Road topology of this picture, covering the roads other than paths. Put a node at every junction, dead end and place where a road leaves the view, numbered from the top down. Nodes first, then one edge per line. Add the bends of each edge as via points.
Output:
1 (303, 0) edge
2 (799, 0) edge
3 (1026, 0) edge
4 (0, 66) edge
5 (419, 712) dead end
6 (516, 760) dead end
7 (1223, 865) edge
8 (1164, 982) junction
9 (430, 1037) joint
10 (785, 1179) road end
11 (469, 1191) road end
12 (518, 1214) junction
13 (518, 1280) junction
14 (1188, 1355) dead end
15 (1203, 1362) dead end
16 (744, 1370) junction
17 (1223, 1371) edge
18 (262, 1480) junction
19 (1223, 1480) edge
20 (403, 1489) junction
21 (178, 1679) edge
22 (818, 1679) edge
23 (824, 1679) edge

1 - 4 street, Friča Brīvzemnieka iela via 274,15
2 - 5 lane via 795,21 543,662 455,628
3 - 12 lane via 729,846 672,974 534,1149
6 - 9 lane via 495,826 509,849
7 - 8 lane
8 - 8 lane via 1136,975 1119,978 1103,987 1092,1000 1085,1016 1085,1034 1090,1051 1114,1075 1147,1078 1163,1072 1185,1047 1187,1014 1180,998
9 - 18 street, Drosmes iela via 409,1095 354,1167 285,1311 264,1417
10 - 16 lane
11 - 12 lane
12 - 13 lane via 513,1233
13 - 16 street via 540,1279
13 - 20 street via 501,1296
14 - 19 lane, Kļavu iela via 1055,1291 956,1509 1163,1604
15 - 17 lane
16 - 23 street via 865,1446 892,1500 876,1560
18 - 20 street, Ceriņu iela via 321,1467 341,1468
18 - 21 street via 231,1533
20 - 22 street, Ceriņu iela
- - -
The full set of records, transcribed exactly, is the answer.

Solution to the problem
Road topology of this picture, covering the roads other than paths. Put a node at every junction, dead end and place where a road leaves the view, numbered from the top down. Nodes first, then one edge per line. Add the bends of each edge as via points.
Output:
1 (303, 0) edge
2 (799, 0) edge
3 (1026, 0) edge
4 (0, 66) edge
5 (419, 712) dead end
6 (516, 760) dead end
7 (1223, 865) edge
8 (1164, 982) junction
9 (430, 1037) joint
10 (785, 1179) road end
11 (469, 1191) road end
12 (518, 1214) junction
13 (518, 1280) junction
14 (1188, 1355) dead end
15 (1203, 1362) dead end
16 (744, 1370) junction
17 (1223, 1371) edge
18 (262, 1480) junction
19 (1223, 1480) edge
20 (403, 1489) junction
21 (178, 1679) edge
22 (818, 1679) edge
23 (824, 1679) edge

1 - 4 street, Friča Brīvzemnieka iela via 274,15
2 - 5 lane via 795,21 543,662 455,628
3 - 12 lane via 729,846 672,974 534,1149
6 - 9 lane via 495,826 509,849
7 - 8 lane
8 - 8 lane via 1136,975 1119,978 1103,987 1092,1000 1085,1016 1085,1034 1090,1051 1114,1075 1147,1078 1163,1072 1185,1047 1187,1014 1180,998
9 - 18 street, Drosmes iela via 409,1095 354,1167 285,1311 264,1417
10 - 16 lane
11 - 12 lane
12 - 13 lane via 513,1233
13 - 16 street via 540,1279
13 - 20 street via 501,1296
14 - 19 lane, Kļavu iela via 1055,1291 956,1509 1163,1604
15 - 17 lane
16 - 23 street via 865,1446 892,1500 876,1560
18 - 20 street, Ceriņu iela via 321,1467 341,1468
18 - 21 street via 231,1533
20 - 22 street, Ceriņu iela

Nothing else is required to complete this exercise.